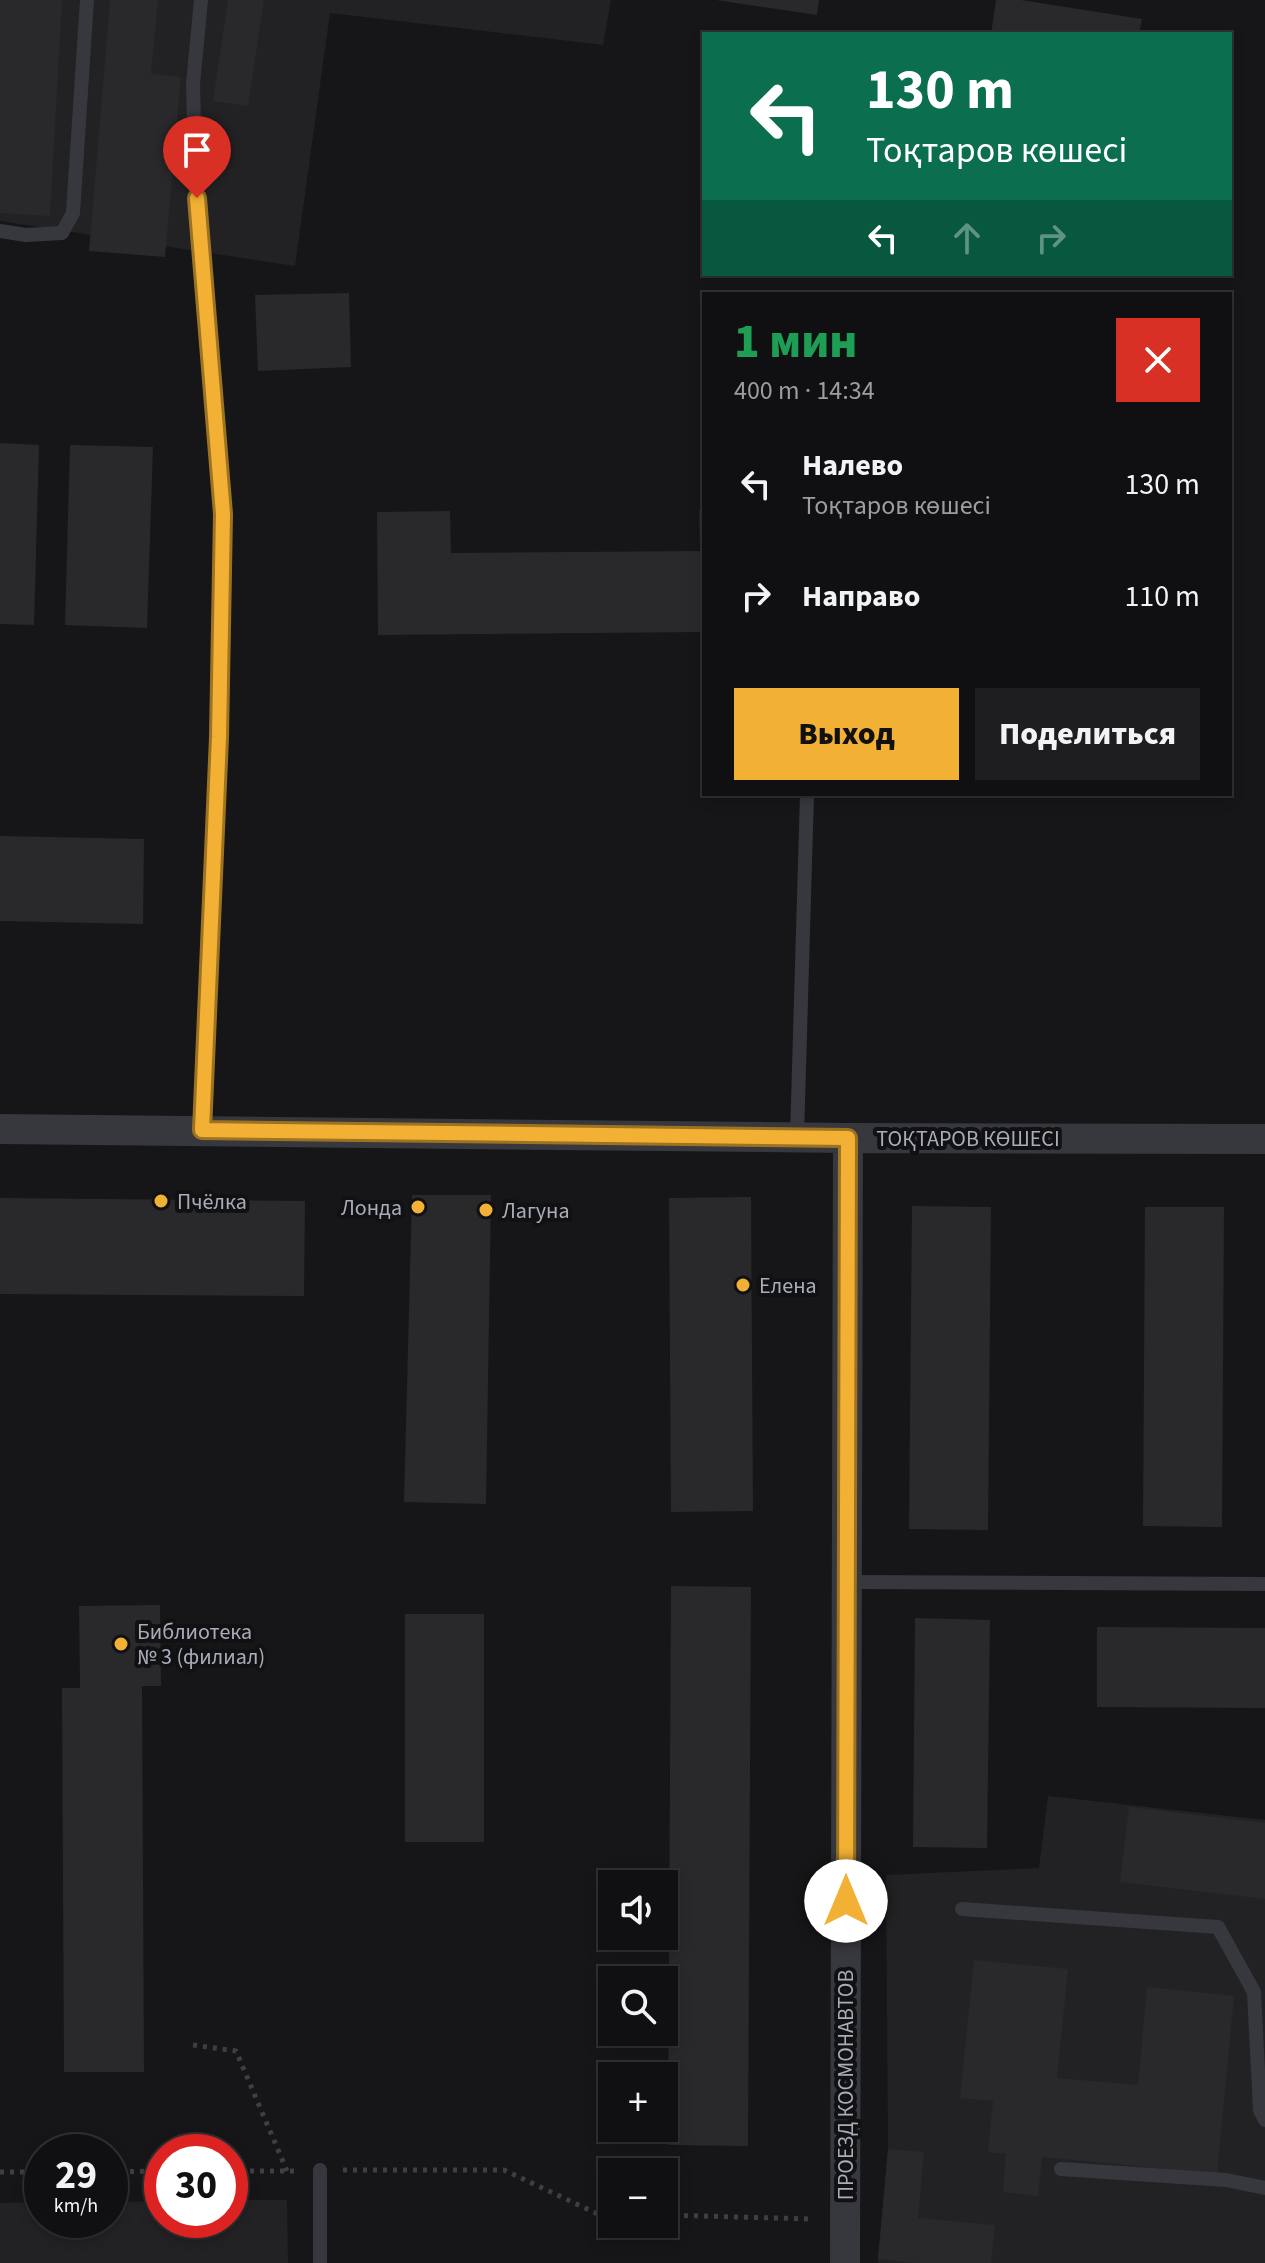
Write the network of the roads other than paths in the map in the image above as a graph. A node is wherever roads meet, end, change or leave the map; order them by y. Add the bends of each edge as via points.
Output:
1 (87, 0) edge
2 (201, 0) edge
3 (0, 231) edge
4 (807, 796) edge
5 (0, 1129) edge
6 (202, 1130) junction
7 (797, 1137) junction
8 (848, 1138) junction
9 (1265, 1139) edge
10 (847, 1582) junction
11 (1265, 1584) edge
12 (962, 1909) dead end
13 (1265, 2120) edge
14 (1061, 2169) dead end
15 (320, 2170) road end
16 (1265, 2188) edge
17 (320, 2263) edge
18 (845, 2263) edge

1 - 3 lane via 73,213 62,233
2 - 6 lane via 193,84 195,167 223,514
4 - 7 lane
5 - 6 street, ТОҚТАРОВ КӨШЕСІ
6 - 7 street, ТОҚТАРОВ КӨШЕСІ
7 - 8 street, ТОҚТАРОВ КӨШЕСІ
8 - 9 street, ТОҚТАРОВ КӨШЕСІ
8 - 10 street, ПРОЕЗД КОСМОНАВТОВ
10 - 11 lane
10 - 18 street, ПРОЕЗД КОСМОНАВТОВ
12 - 13 lane via 1218,1927 1254,1992 1260,2110
14 - 16 lane via 1226,2180
15 - 17 lane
━━━
§ **WHAT THE TASK ASKS**: Omitting the pictures, repeat all entries exactly.

§ **SOLUTION TO THIS EXERCISE**:
Write the network of the roads other than paths in the map in the image above as a graph. A node is wherever roads meet, end, change or leave the map; order them by y. Add the bends of each edge as via points.
Output:
1 (87, 0) edge
2 (201, 0) edge
3 (0, 231) edge
4 (807, 796) edge
5 (0, 1129) edge
6 (202, 1130) junction
7 (797, 1137) junction
8 (848, 1138) junction
9 (1265, 1139) edge
10 (847, 1582) junction
11 (1265, 1584) edge
12 (962, 1909) dead end
13 (1265, 2120) edge
14 (1061, 2169) dead end
15 (320, 2170) road end
16 (1265, 2188) edge
17 (320, 2263) edge
18 (845, 2263) edge

1 - 3 lane via 73,213 62,233
2 - 6 lane via 193,84 195,167 223,514
4 - 7 lane
5 - 6 street, ТОҚТАРОВ КӨШЕСІ
6 - 7 street, ТОҚТАРОВ КӨШЕСІ
7 - 8 street, ТОҚТАРОВ КӨШЕСІ
8 - 9 street, ТОҚТАРОВ КӨШЕСІ
8 - 10 street, ПРОЕЗД КОСМОНАВТОВ
10 - 11 lane
10 - 18 street, ПРОЕЗД КОСМОНАВТОВ
12 - 13 lane via 1218,1927 1254,1992 1260,2110
14 - 16 lane via 1226,2180
15 - 17 lane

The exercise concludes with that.